In In my previous blog, I talked about what makes an enterprise social. We identified that enterprises need to seek employee community, customer community as well as external communities to get to becoming truly social. This takes time and resources.
This blog provides a simple 6 step process that organisations can adopt, in order to harness the benefits of the various communities and becoming social.
Step 1: Identify the communities you wish to target initially
Choosing which community an enterprise wants to target first, would realy depend on the type of the enterprise. For example a large insurance firm with thousands of agents employed, or a large retail bank with thousands of employees in their branches would greatly benefit if their employees are social. Companies more focused on customers, with much fewer employees should focus on the customer community, while marketing organizations, and companies who are wanting brand visibility should target consumers and external communities initially.
Step 2: Define the Social Intent also known as Social Objectives
Unlike traditional enterprise initiatives (such as ERP or CRM), when you implement programs relating to social communities it is important to understand that Intent/Objective precedes strategy.
For example for the customer community, one may have ‘Increasing Revenue’ as the Social Intent. Similarly if you are focusing on the employee community, ‘Collaboration’ or ‘Innovation’ could be the Social Intent. Most organizations that are targeting external communities and consumers have ‘Brand Management’ as the Social Intent
Step 3: Identify Social Use Cases
Before we get into this, lets understand or define what are Social Use Cases. For simplicity, lets define these as elements that help meeting the identified Social Intent.
For ex: If we are targeting the customer for becoming social, and our Social Intent was ‘Product Innovation’, then you can attain insights relating to what features your customer base wants from the community through a number of smaller projects or initiatives. In this case a partial list would comprise of;
– Blogs
– Forums
– Listening to conversations & text mining
Each of these can constitute a Social Use Case that ensures that the Social intent for Customer Product Innovation is supported.

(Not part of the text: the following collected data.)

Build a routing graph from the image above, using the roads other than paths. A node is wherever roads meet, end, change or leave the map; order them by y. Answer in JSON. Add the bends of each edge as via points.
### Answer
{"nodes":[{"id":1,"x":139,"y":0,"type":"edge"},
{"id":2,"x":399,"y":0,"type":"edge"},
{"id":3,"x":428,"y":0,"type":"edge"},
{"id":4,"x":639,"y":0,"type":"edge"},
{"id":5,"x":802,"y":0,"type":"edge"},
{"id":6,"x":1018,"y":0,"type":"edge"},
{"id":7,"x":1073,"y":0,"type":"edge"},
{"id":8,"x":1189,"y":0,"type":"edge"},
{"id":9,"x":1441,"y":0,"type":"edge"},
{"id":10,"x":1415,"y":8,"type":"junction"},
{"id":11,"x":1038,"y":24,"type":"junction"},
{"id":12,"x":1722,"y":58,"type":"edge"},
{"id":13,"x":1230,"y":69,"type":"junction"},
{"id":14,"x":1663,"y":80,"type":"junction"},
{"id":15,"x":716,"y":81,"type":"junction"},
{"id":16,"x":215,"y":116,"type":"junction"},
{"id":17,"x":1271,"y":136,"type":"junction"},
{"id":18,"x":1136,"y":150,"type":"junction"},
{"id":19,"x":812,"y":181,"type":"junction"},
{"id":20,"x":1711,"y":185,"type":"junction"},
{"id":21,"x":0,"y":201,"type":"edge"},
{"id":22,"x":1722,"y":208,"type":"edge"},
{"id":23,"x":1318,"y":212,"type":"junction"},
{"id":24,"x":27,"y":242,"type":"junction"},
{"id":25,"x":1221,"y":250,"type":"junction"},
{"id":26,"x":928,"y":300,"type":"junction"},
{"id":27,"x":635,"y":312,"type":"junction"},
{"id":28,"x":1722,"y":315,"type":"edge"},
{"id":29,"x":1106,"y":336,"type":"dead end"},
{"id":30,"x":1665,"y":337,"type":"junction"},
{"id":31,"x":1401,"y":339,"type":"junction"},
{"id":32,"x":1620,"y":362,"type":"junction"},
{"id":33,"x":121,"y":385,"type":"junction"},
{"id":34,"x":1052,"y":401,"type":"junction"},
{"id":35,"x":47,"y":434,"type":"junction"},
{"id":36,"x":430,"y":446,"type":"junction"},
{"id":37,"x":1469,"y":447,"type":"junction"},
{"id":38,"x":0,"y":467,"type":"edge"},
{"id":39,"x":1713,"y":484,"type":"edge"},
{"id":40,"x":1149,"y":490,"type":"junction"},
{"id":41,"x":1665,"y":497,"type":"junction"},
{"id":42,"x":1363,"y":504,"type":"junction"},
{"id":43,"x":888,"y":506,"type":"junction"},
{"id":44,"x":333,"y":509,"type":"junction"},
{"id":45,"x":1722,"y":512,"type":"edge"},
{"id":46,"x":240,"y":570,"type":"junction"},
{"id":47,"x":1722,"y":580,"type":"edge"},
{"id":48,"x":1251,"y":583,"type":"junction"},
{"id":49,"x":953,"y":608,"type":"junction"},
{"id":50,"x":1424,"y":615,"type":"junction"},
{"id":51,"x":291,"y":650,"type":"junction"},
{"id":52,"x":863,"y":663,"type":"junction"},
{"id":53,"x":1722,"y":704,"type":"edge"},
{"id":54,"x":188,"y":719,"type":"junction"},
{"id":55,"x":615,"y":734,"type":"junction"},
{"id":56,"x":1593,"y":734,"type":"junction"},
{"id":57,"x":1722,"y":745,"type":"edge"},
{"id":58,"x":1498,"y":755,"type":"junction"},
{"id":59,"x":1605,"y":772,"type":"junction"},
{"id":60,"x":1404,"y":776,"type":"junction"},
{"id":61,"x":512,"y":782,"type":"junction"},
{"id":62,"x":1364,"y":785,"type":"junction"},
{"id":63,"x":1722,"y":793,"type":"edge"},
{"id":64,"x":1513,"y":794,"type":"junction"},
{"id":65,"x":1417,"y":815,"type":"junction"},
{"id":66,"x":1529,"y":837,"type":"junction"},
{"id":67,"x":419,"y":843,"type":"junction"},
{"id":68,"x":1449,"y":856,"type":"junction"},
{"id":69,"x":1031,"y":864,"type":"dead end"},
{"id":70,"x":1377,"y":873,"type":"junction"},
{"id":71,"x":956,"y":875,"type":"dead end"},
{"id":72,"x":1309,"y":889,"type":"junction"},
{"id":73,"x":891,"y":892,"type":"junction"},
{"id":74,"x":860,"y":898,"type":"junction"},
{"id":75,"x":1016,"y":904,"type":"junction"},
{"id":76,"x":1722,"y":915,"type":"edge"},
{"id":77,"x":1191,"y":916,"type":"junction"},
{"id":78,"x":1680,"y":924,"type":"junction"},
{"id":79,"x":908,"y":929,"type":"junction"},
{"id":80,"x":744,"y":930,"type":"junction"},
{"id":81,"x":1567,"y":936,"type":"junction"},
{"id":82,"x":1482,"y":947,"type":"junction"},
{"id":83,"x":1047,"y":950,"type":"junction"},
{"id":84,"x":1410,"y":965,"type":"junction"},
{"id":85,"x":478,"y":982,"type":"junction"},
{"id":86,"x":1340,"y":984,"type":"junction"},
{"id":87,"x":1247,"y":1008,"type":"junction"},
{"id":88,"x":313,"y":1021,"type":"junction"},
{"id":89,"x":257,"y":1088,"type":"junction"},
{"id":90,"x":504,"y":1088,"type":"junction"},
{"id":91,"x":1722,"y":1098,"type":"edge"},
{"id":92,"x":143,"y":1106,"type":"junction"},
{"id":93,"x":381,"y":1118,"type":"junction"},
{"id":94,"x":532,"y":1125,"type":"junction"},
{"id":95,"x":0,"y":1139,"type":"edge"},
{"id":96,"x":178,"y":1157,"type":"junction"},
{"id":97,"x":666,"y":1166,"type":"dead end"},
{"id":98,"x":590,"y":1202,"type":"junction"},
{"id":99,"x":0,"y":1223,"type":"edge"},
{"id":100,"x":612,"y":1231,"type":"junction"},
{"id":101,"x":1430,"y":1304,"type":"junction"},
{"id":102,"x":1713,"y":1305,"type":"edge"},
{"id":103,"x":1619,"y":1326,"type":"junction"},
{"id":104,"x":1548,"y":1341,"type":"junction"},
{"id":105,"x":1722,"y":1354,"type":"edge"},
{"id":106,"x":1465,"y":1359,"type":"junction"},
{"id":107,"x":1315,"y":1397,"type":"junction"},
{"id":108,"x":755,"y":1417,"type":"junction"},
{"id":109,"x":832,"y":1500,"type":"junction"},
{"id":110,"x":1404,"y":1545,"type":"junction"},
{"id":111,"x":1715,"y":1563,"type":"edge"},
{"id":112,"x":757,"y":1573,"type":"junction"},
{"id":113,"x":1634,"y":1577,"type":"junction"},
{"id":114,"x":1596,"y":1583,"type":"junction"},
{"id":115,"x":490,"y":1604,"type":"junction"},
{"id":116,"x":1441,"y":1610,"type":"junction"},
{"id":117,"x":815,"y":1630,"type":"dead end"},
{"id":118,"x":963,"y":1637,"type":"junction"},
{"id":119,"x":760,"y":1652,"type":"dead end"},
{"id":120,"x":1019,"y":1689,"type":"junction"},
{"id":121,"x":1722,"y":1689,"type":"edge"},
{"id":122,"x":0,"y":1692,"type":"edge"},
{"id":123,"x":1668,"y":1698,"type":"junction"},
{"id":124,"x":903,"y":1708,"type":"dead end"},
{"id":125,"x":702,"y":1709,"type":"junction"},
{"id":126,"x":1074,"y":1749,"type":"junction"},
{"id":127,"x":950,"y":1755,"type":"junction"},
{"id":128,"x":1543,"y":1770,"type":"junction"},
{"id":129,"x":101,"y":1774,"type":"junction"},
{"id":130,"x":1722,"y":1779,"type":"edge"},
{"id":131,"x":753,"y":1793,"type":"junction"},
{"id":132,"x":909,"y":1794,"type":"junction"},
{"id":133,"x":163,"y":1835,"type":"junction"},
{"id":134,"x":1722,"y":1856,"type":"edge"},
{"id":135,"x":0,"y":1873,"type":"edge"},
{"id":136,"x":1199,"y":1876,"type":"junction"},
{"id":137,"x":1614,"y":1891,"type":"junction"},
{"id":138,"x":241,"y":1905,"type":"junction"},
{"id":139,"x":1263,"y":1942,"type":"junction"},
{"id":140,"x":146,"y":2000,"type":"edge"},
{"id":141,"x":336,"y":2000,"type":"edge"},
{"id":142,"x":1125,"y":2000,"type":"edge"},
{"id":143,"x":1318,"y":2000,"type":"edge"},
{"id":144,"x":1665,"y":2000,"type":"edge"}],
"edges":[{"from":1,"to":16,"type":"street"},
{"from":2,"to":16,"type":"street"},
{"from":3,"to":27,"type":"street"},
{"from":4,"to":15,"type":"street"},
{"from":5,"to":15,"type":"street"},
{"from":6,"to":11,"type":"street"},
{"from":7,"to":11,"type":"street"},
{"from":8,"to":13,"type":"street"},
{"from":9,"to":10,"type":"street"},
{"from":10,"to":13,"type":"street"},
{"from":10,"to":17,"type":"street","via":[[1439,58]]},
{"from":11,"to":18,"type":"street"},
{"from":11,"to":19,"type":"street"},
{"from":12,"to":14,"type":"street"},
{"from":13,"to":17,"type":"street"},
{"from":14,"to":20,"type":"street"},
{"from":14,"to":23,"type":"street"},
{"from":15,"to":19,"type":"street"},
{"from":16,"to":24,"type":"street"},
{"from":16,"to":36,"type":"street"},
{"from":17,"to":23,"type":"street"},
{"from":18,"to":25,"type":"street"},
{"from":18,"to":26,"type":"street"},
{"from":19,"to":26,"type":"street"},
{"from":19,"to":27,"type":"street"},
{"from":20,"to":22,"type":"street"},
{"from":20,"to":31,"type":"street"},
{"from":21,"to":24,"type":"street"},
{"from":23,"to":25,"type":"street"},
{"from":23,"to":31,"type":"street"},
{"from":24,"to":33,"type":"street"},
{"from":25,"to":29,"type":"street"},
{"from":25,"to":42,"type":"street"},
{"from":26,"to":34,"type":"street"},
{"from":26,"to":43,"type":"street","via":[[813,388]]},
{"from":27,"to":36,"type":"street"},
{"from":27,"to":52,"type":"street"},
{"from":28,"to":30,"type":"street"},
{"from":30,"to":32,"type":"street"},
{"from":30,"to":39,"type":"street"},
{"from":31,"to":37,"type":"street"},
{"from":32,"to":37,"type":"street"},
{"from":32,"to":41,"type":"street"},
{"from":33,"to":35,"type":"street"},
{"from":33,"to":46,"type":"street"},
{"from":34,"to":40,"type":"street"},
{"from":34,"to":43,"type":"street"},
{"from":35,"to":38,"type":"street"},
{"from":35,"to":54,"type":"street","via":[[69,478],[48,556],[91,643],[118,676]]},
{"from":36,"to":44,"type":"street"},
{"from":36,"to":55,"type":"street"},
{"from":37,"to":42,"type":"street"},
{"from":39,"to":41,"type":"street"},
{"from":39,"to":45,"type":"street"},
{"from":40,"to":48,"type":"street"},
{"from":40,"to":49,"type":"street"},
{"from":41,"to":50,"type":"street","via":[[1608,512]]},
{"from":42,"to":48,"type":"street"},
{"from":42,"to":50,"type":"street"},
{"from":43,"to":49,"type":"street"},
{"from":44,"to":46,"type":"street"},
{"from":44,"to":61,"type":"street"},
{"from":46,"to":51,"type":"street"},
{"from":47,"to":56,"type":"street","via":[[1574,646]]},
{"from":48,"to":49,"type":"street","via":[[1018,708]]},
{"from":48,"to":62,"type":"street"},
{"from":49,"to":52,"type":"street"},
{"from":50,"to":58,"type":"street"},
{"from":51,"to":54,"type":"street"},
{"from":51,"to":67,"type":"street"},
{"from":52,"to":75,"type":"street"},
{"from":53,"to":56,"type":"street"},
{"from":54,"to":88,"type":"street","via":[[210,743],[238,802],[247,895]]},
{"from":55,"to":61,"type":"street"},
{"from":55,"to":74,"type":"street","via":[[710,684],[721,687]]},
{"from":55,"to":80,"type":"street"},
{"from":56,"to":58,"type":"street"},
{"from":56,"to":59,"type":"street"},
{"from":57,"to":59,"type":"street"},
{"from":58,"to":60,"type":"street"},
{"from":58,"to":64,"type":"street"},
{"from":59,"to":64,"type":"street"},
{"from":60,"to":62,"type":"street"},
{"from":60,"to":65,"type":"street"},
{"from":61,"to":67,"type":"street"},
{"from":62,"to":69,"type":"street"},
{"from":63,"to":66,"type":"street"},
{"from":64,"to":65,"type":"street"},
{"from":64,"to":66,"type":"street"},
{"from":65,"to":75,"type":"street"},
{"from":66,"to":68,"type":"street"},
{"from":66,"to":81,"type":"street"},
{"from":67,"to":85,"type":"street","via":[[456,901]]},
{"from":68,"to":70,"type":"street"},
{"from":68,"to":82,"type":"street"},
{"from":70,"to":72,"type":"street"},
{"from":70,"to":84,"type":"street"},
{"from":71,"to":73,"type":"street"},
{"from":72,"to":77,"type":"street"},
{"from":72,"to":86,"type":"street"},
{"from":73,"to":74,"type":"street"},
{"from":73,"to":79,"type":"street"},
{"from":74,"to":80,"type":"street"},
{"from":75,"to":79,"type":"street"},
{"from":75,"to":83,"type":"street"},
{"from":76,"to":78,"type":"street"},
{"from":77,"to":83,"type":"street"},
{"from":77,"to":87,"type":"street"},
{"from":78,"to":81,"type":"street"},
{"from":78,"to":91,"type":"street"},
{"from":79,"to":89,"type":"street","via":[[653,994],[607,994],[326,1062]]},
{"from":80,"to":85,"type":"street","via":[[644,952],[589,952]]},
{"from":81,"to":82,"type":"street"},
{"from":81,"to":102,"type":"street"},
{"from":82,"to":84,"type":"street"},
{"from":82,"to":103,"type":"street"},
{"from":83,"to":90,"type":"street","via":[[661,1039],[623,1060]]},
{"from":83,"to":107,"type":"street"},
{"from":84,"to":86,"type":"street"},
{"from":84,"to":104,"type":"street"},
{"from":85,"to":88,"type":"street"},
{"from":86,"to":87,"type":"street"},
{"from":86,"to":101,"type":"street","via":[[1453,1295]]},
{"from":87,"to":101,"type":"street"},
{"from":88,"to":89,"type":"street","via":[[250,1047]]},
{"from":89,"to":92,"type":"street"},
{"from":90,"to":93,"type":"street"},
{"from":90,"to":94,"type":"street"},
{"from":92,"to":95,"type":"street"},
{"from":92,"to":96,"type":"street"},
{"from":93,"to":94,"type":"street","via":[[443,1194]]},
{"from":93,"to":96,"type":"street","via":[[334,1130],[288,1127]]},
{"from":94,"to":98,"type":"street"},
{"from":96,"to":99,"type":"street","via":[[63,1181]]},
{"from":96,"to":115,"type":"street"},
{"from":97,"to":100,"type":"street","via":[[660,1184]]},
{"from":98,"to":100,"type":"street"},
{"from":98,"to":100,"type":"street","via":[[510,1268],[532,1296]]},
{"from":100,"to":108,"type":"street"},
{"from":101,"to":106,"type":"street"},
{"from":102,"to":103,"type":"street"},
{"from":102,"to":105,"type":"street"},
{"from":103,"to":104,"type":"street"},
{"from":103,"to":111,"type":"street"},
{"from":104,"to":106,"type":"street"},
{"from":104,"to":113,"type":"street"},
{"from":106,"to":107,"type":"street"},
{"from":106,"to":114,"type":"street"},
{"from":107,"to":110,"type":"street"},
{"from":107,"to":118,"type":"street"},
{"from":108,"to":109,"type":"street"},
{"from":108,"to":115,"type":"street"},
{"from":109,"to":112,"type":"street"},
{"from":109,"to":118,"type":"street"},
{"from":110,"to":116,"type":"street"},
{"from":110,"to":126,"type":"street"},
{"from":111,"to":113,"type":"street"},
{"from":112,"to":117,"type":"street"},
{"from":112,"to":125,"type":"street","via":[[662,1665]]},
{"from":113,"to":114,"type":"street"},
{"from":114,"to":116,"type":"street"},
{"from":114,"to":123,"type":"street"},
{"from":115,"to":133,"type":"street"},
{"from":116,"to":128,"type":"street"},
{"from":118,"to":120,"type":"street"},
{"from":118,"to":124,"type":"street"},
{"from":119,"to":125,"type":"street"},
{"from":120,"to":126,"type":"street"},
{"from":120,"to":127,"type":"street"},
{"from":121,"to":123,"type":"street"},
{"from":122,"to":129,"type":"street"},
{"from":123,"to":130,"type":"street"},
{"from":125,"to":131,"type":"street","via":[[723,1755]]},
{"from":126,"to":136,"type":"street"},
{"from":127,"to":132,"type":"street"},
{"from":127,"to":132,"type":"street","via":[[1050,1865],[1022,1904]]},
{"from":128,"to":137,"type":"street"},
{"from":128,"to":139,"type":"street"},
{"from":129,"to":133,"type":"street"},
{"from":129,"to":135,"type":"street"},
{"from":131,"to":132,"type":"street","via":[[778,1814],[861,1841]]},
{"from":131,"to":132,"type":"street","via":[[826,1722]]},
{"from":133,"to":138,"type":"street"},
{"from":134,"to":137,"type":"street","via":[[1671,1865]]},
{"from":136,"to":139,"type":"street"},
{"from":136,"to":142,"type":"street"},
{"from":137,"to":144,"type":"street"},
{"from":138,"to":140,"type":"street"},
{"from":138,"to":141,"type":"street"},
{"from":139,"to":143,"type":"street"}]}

Step 4: Build your Social CRM strategy and road map
Having clearly defined the social use cases, you are now in a position to map out your Social CRM strategy and build your road map. The Social CRM Strategy defines the social organization structure, the channels you will engage,the hardware and software platforms you will use, risk mitigation plan and metrics to measure the effectiveness of your strategy. In many cases it will also map out your integration plan to existing back end systems.
Step 5: Communicate, train your team and implement the strategy
Obviously, this is the most critical element to being successful in becoming a social enterprise. It is important to build up the hype as you implement your plan. Communicate aggressively the benefits, create an aura of excitement around this program, have senior executives participate and lead these initiatives, by blogging or emailing the importance. Do not underestimate the importance of training your team and anyone who will come into contact due to this social program being implemented.
Identify all members, which could include, CSR’s from your contact center, legal, HR any and everyone who could be remotely connected with this program and have them trained.
Start with a pilot set of users. This will help streamline communications, resolve user adoption issues, and overall health-check your initiative, before it gets widespread.
Finally communicate your successes, however small they may be. Keep the excitement going.
Step 6: Expand
Once this initiative is operational expand to adding additional social use cases and/or expand to add other community groups mentioned in step 1.